Их обгоняли возвращавшиеся в поселок люди, высоким дробным перебором рассыпались сзади меха чьей-то неожиданной трехрядки.
— Степан, ну, а у вас все хорошо?
— Что воду пустили? Конечно. И что Герматка вернется. Я с ним говорил. И так это, основательно. Не послушался. Жалко было…
«Конечно, все дело в воде и что вернется Герматка… — подумал Кирилл и замялся, — Почему я пристаю к нему с этими дурацкими вопросами? У человека в самом деле радость: пустили воду. Столько хлопот, труда, мучений, как же не радоваться? А меня самого разве это не радует? Что ни говори, это какой-то итог. Люди все время что-нибудь итожат и радуются. На Байконуре запустили ракету, здесь воду пустили. И то и другое — радость. Но соизмерима ли она, радость Байконура и степной воды? Я ведь уверен, Степан больше воде радуется, чем ракете. Ракета, по-видимому, высшая радость. Она существует независимо от наших личных невзгод, проблем, неурядиц. Радость в абстракции? А вот я радуюсь тому, что Пастухов в себе силу почувствовал, или что Герматка вернулся, или тому, что я сам снова вернусь в школу. Это радость второго сорта?.. Так где же она, подлинная мера вещей?»
Кирилл заметил, что Степан с удивлением смотрит на него, не понимая, почему он идет и молчит. И тогда он повторил все то, над чем только что думал, и спросил Степана, что он думает по этому поводу сам.
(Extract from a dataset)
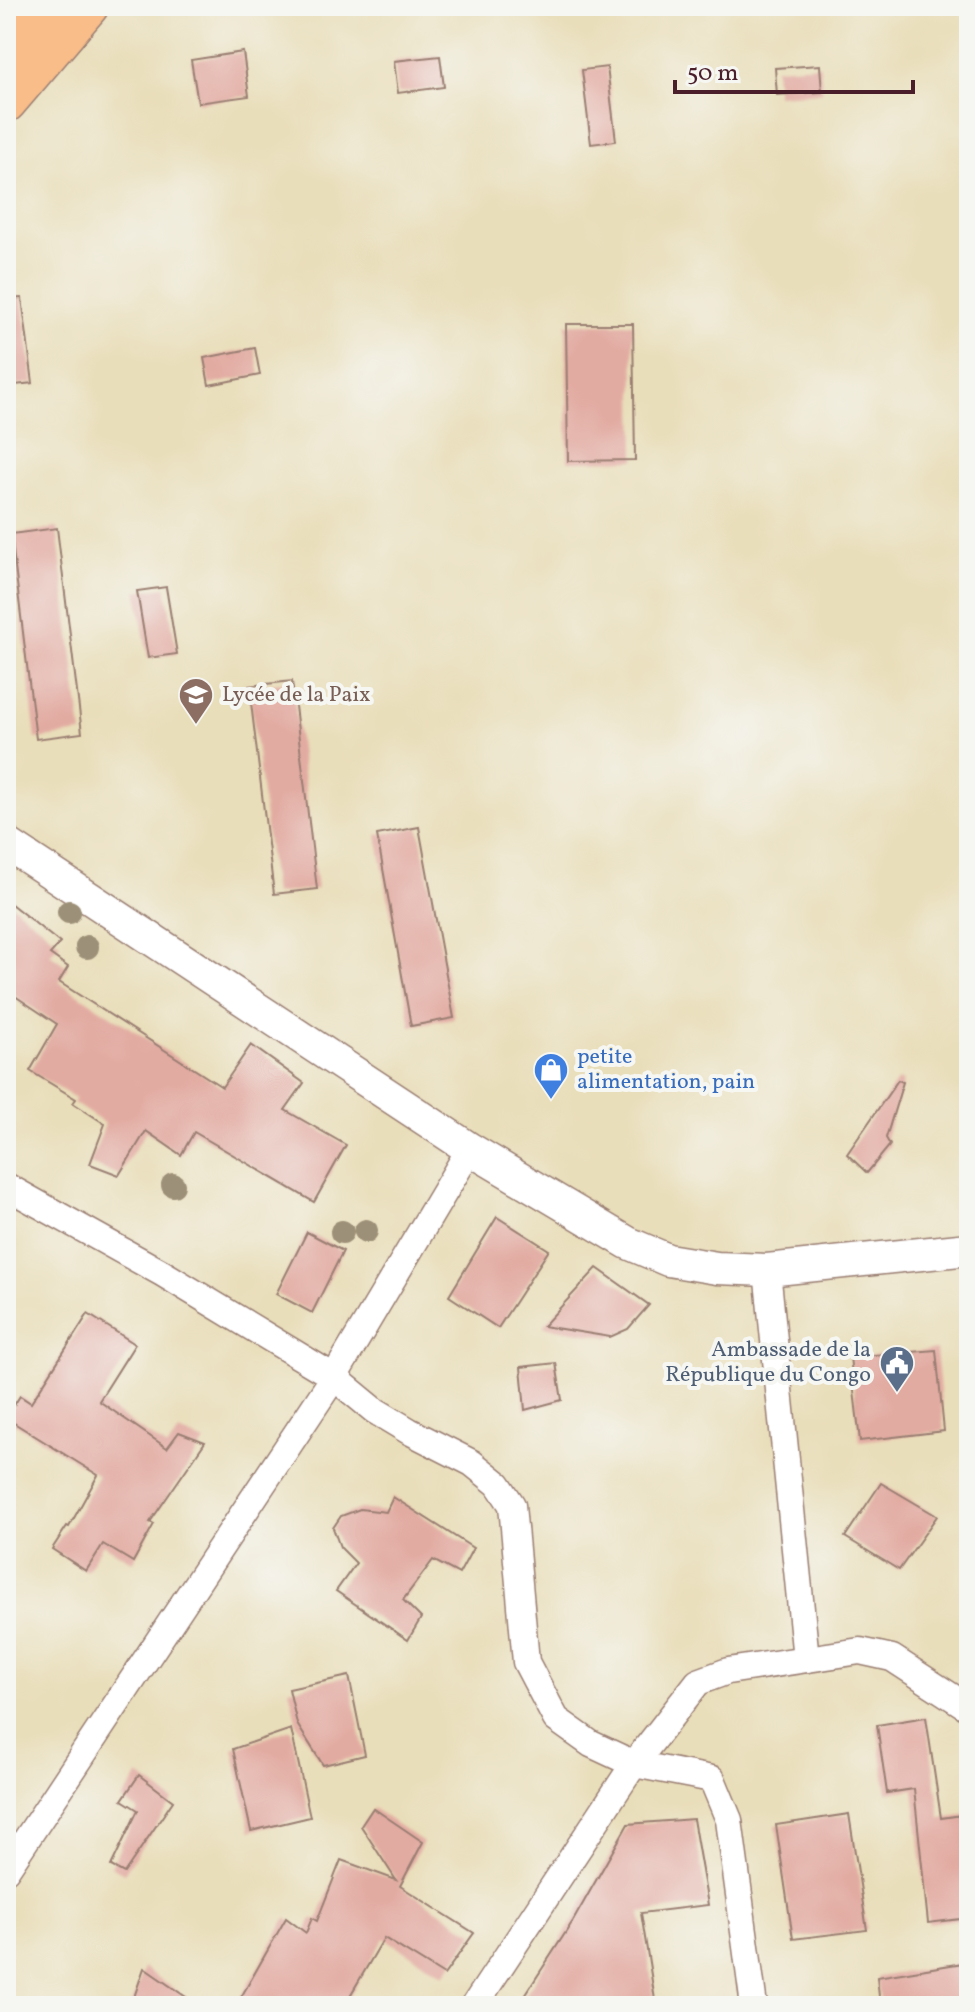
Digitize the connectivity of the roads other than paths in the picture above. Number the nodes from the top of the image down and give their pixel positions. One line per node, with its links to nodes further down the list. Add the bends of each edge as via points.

Степан слушал Кирилла не то чтобы несерьезно, а как-то рассеянно. Иначе он сейчас слушать просто не мог. У него было хорошее настроение, ему хотелось шутить, смеяться, думать о чем-нибудь веселом. И потому, как он слушал Кирилла с улыбкой («Эка, брат, куда тебя занесло»), так с улыбкой и сказал:
— Что-то уж больно мудреное несешь: абстрактная радость… Что своими руками сделано, то и есть — радость. В трест вызывали: переходи мол работать. А я не хочу. Степь люблю, вот и радость. А насчет Байконура так скажу: за меня мою работу никто не сделает. И за тебя твою — тоже. Из этого и пляши. Другое дело, как эту работу делать. Ну чего, чего затемнел? — Степану показалось, что Кирилл чем-то обижен: тон, что ли, у него недостаточно уважительный? Но сделался серьезнее, строже. — Важно, чтоб у каждого свой Байконур был, то есть уровень Байконура в том, что делаешь. Понимаешь? Тогда все на месте будет. Если так думать, он и есть мера вещей, или — человеческой ценности. А что Байконур меня трогает, так что говорить… Если там радость, так и у меня радость. Если там горе, так и у меня горе. Так-то…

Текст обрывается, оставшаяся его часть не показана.